MADURAI BENCH OF MADRAS HIGH COURT Judgment Re M/s.Omega Traders Vs Assistant Commissioner, Thanjavur in WA (MD) No.746 of 2025 dated 17.04.2026

The Hierarchy of Remedy: The Judicial system operates on a framework of check and balances, committed to delivery of justice through a hierarchy system to resolve a dispute or litigation. This is usually phrased “layering in the judicial system“. One is not allowed to overstep or bypass ladder in the pyramid of Remedy. In a tax-litigation, proceeding conventionally undergo quasi-judicial adjudication process, followed by appeal remedies through appellate jurisdiction, be it may be Commissioner (Appeals) or the Tribunal (CESTAT/GSTAT). These forums are designed as a self-contained, fact-finding mechanisms in the legal perspective. Only after exhausting these ladders, an unresolved matter enters the doors of the Constitutional Courts (High Court & Supreme Court) in the manner prescribed under the Law/Constitution of India. 

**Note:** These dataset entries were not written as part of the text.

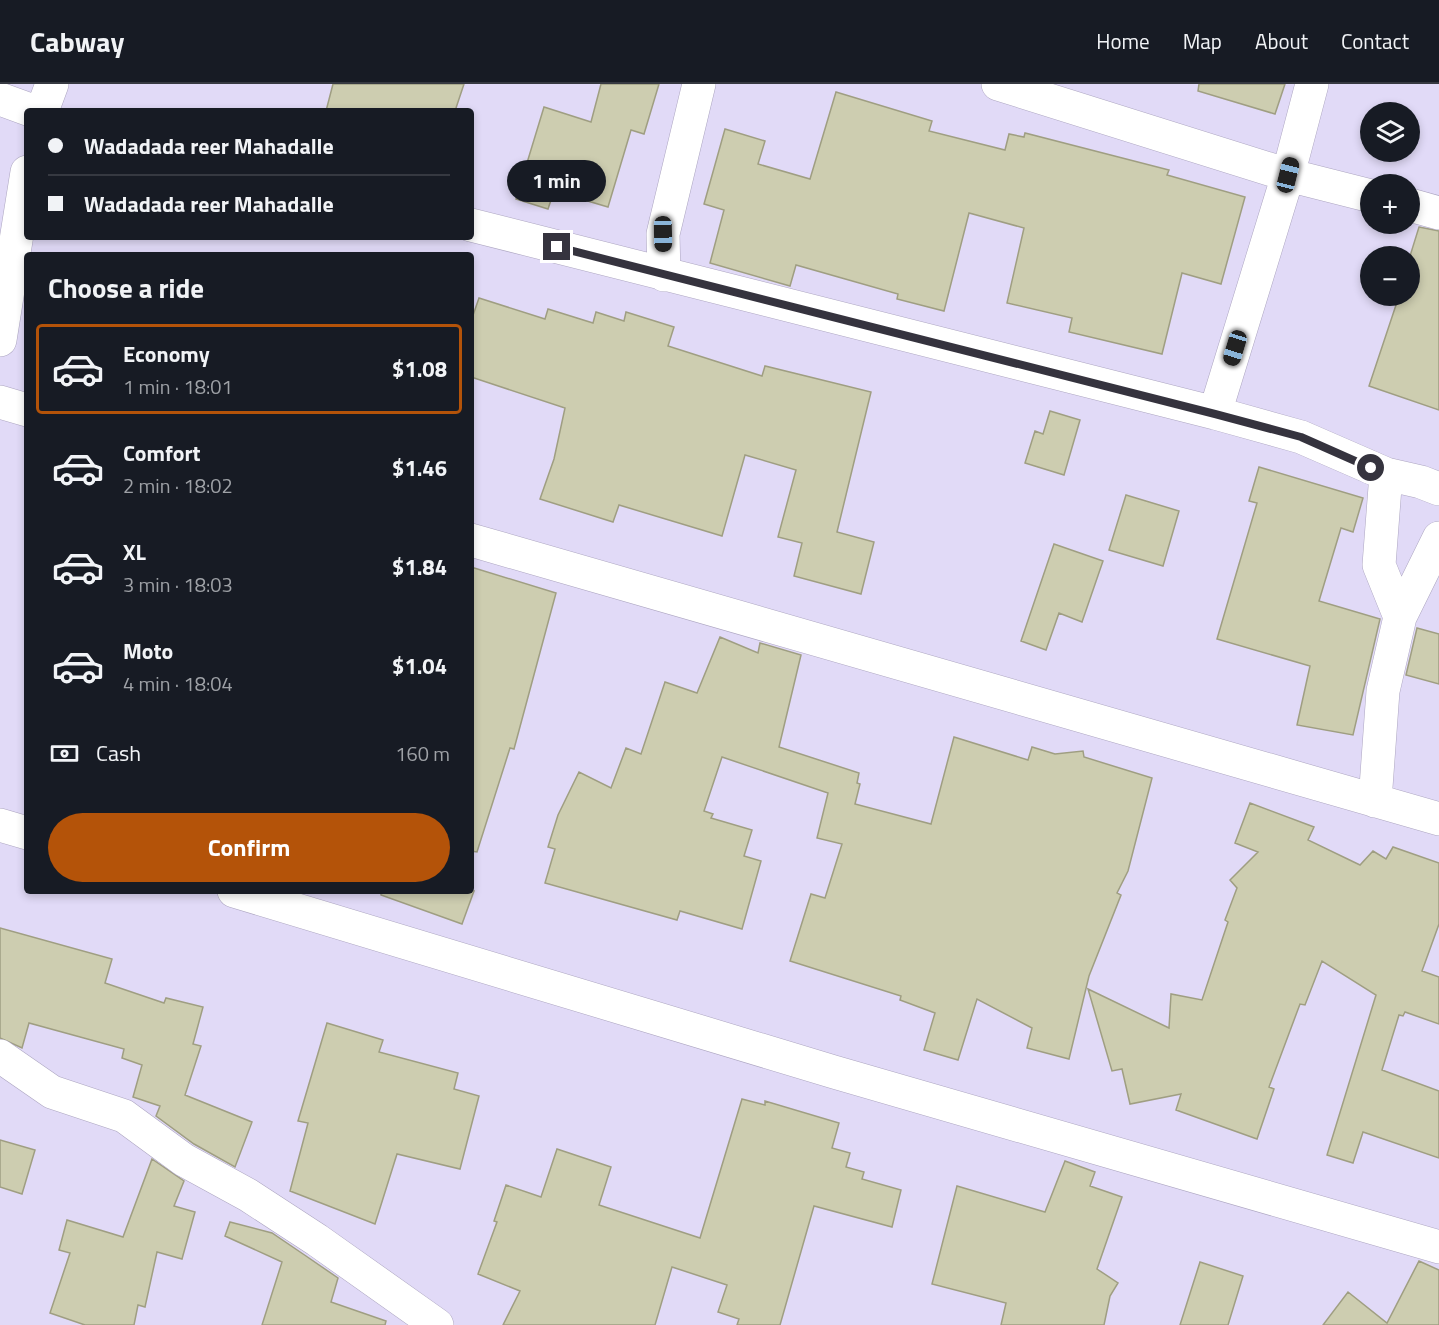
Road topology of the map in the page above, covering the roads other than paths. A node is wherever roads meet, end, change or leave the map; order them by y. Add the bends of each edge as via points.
1 (52, 84) edge
2 (699, 84) edge
3 (998, 84) edge
4 (1312, 84) edge
5 (0, 99) edge
6 (25, 108) edge
7 (43, 108) edge
8 (1288, 175) junction
9 (24, 191) edge
10 (1360, 192) edge
11 (1420, 208) edge
12 (1439, 213) edge
13 (474, 226) edge
14 (664, 275) junction
15 (0, 340) edge
16 (0, 402) edge
17 (24, 409) edge
18 (1215, 414) junction
19 (1386, 474) junction
20 (1439, 489) edge
21 (1439, 538) edge
22 (474, 541) edge
23 (1400, 617) junction
24 (1375, 801) junction
25 (1439, 819) edge
26 (0, 825) edge
27 (24, 832) edge
28 (244, 894) edge
29 (0, 1056) edge
30 (1439, 1247) edge
31 (437, 1325) edge

1 - 7 street
2 - 14 street via 663,234
3 - 8 street
4 - 8 street
5 - 6 street
8 - 10 street
8 - 18 street
9 - 15 street
11 - 12 street
13 - 14 street
14 - 18 street
16 - 17 street
18 - 19 street via 1301,437
19 - 20 street
19 - 23 street via 1379,565
21 - 23 street
22 - 24 street
23 - 24 street via 1383,691
24 - 25 street
26 - 27 street
28 - 30 street
29 - 31 street via 52,1092 124,1116 184,1160 317,1239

The Shift Toward Writ Jurisdiction: A nascent trend in indirect tax litigation is the frequent seeking of “instant solutions” through Writ petitions under Articles 32 of the Constitution. While the Writ is an indisputable constitutional right, it is traditionally reserved for testing the “legal invalidity” of an action—specifically issues of jurisdiction, the vires of statutes, manifest errors of law, or violations of the principles of natural justice.

However, a new justification for Writ maintainability has emerged: the inefficiency of the remedy for the reasons of non-performing, non-efficient and non-economical appeal remedy. The non-functionality of the GSTAT (seven years post-GST rollout), persistent vacancies in CESTAT, delayed decisions and the financial burden of “pre-deposits” have made statutory appeals non-economical and ineffective.

While High Courts do not typically sit as fact-finding bodies, they are increasingly entertaining technical issues of valuation and classification under Writ jurisdiction when the statutory machinery is seen to be failing or appearing unjustifiable.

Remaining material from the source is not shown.